Pūkaha breeds New Zealand’s rarest parakeet
A first for Pūkaha and the Wairarapa -
Mount Bruce, Masterton: Pūkaha National Wildlife Centre has managed to breed New Zealand’s most endangered parakeet for the very first time. Four orange-fronted kākāriki (he kākāriki karaka) chicks were hatched at the centre in late February from the centre’s sole captive breeding pair. All have survived through to adulthood and will be released into the wild in the coming months. It is the first time Pūkaha has had success breeding the parakeets. Just 300 orange-fronted kākāriki are thought to exist. The majority are in wild populations found only in four beech forest valley locations in New Zealand’s South Island.

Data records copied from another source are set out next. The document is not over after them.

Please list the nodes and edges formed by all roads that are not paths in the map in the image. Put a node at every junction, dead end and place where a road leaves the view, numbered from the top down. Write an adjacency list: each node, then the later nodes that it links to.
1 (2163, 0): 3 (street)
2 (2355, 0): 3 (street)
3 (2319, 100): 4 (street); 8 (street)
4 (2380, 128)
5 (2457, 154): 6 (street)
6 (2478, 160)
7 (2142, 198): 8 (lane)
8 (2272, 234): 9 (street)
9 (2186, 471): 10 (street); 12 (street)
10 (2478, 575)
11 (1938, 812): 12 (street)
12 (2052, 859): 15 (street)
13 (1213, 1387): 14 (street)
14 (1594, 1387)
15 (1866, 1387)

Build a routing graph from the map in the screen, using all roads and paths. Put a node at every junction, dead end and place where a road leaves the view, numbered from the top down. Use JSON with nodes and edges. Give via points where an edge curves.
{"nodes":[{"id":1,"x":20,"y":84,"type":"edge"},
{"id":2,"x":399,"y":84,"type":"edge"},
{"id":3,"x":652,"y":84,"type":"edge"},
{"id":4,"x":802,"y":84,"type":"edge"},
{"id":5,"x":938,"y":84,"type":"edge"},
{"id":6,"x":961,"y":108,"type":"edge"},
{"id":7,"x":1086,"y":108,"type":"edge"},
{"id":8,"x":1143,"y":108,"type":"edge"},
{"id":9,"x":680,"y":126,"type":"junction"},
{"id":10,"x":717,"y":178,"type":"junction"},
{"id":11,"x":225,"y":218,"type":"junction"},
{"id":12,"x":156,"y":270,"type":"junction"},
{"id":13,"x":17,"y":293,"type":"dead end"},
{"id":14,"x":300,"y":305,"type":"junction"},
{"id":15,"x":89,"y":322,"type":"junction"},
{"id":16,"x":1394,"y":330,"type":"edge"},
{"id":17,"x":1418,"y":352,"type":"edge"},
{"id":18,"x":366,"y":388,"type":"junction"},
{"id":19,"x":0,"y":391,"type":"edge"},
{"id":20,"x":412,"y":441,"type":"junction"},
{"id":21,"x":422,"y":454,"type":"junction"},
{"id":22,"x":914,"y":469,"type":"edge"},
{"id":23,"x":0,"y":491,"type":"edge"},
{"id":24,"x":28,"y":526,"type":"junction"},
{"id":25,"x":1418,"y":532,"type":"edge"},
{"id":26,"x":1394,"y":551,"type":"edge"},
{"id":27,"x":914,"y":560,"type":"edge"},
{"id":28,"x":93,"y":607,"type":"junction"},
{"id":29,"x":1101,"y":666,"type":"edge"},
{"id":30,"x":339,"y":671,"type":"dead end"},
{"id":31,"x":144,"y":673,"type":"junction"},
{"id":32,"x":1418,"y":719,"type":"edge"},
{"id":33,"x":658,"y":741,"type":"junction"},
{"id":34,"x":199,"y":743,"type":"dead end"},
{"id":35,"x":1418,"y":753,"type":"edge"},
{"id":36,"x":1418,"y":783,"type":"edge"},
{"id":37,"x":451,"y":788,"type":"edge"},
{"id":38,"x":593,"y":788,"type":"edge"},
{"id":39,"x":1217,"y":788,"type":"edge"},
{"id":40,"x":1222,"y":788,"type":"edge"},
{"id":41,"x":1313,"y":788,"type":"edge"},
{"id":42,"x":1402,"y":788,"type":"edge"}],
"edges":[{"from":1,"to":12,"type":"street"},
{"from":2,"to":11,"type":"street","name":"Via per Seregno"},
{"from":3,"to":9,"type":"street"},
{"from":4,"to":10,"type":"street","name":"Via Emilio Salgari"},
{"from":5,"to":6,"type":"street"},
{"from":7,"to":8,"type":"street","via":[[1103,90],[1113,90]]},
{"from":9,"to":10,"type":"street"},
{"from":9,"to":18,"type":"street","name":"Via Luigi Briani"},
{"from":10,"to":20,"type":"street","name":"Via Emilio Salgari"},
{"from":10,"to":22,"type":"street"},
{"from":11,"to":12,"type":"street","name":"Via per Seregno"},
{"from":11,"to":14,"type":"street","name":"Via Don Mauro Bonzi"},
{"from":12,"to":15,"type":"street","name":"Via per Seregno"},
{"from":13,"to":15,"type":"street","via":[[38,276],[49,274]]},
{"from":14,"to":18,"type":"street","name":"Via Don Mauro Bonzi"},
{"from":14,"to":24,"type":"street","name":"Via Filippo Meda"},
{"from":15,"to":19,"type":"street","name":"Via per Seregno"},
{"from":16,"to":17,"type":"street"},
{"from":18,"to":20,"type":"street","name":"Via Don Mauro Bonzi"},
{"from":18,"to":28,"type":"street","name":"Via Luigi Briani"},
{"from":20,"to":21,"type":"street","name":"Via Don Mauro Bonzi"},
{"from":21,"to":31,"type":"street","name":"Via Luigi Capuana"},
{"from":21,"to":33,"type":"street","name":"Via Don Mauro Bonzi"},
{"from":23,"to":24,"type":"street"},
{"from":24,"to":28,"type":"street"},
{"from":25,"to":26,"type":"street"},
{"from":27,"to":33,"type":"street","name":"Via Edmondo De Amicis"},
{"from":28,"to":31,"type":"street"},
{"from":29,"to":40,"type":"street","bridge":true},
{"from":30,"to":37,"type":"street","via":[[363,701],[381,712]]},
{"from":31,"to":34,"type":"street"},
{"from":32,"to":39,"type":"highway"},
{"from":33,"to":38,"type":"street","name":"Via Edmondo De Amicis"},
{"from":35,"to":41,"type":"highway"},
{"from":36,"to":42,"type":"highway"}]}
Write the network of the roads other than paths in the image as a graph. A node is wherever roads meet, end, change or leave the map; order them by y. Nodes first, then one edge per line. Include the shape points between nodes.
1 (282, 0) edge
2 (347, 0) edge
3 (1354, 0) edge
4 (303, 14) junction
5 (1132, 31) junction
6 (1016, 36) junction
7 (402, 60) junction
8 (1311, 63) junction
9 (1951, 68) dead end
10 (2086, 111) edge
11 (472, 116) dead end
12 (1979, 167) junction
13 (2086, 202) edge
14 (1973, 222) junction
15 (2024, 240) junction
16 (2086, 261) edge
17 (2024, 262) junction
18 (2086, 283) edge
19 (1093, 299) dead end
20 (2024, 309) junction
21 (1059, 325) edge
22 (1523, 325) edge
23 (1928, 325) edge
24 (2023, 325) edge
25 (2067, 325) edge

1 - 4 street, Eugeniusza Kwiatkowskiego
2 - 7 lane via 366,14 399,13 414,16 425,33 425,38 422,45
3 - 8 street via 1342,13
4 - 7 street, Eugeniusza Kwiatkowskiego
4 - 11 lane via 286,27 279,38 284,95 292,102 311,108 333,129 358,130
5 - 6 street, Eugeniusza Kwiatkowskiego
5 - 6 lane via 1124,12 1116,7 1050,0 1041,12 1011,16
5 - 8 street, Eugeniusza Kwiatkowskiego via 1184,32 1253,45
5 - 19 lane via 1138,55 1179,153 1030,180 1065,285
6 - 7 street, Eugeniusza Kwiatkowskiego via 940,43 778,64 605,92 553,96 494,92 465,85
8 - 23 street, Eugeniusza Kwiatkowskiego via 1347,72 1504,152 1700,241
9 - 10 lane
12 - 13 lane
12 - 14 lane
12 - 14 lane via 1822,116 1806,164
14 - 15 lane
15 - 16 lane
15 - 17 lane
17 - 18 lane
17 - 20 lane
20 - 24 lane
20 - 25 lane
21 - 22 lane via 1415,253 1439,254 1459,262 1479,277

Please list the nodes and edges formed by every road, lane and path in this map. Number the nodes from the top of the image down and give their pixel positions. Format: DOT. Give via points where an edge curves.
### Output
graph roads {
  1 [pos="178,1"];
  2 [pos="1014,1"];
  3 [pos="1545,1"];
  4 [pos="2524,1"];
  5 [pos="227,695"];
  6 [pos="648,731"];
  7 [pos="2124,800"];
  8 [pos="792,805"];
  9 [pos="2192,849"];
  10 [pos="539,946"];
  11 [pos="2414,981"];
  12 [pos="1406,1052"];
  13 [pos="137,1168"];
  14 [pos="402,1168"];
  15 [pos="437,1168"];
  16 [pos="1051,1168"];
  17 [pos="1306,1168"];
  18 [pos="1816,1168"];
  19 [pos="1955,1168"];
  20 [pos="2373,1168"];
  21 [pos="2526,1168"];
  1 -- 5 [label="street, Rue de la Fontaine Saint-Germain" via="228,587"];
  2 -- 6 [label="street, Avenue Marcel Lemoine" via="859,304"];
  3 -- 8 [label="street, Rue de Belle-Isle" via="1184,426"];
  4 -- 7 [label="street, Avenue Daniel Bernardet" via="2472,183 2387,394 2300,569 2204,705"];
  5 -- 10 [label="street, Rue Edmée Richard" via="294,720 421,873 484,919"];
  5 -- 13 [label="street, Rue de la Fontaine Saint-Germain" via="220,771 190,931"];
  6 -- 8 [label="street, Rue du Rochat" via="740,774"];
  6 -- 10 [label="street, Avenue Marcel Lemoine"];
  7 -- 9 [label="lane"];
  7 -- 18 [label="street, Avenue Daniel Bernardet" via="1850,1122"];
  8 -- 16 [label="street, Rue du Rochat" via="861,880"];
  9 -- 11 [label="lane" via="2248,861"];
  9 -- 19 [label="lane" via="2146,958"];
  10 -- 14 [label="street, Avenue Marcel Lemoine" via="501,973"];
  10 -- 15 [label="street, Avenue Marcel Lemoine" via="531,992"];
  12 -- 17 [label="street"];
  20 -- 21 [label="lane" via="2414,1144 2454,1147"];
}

Much of the breeding success has been credited to Tara Swan, a captive breeding ranger at Pūkaha who has a special affinity for birds. She puts the success down to paying very close attention to detail. “I knew Pūkaha could breed these parakeets”, she said. “We have the facilities and expertise, but in order to achieve breeding success we had to really unpack what we were previously doing and look closely at the minutiae of behavioural observations that the parakeets were giving back to us. Only by noticing these could we then make small adjustments that we felt could make a difference”. One such change was making the diet more species specific which included a higher proportion of seeds and natural fruits. Swan said “Seeing such rare parakeets thrive under their new diet was a game-changing moment. We are absolutely thrilled to now be able to contribute to the national conservation of this critically threatened species”.
The announcement marks the end of Pūkaha’s captive breeding of red-crowned kākāriki (he kākāriki whero) that started seven years ago. Swan said, “the wild populations of these parakeets have been recovering really well in recent years, so we felt we no longer needed to contribute to their ongoing population recovery”. The wildlife centre will release their entire population of red-crowned kākāriki – currently 10 individuals - in July this year at Cape Sanctuary Maungatapu, a predator-free fenced reserve in the Hawkes Bay.
Pūkaha will instead focus on breeding the much more endangered orange-fronted kākāriki and the near-threatened (population decreasing) yellow-fronted kākāriki (he kākāriki kowhai) which were once thought to inhabit their forest reserve in great numbers.
About Pūkaha: Pūkaha National Wildlife Centre is a wildlife reserve and captive breeding facility managed by the Pūkaha Mount Bruce board in partnership with Rangitāne o Wairarapa and the Department of Conservation. Through captive breeding, they have successfully reintroduced North Island Kākā, North Island Brown Kiwi and North Island Kōkako into their unfenced forest reserve (formerly part of the original 70 Mile Bush). Pūkaha aims to educate and inspire the general public about conservation and New Zealand wildlife through their Visitor Centre, daily talks and educational programmes. Pūkaha also works with whio (blue duck), pāteke (brown teal), and kākāriki.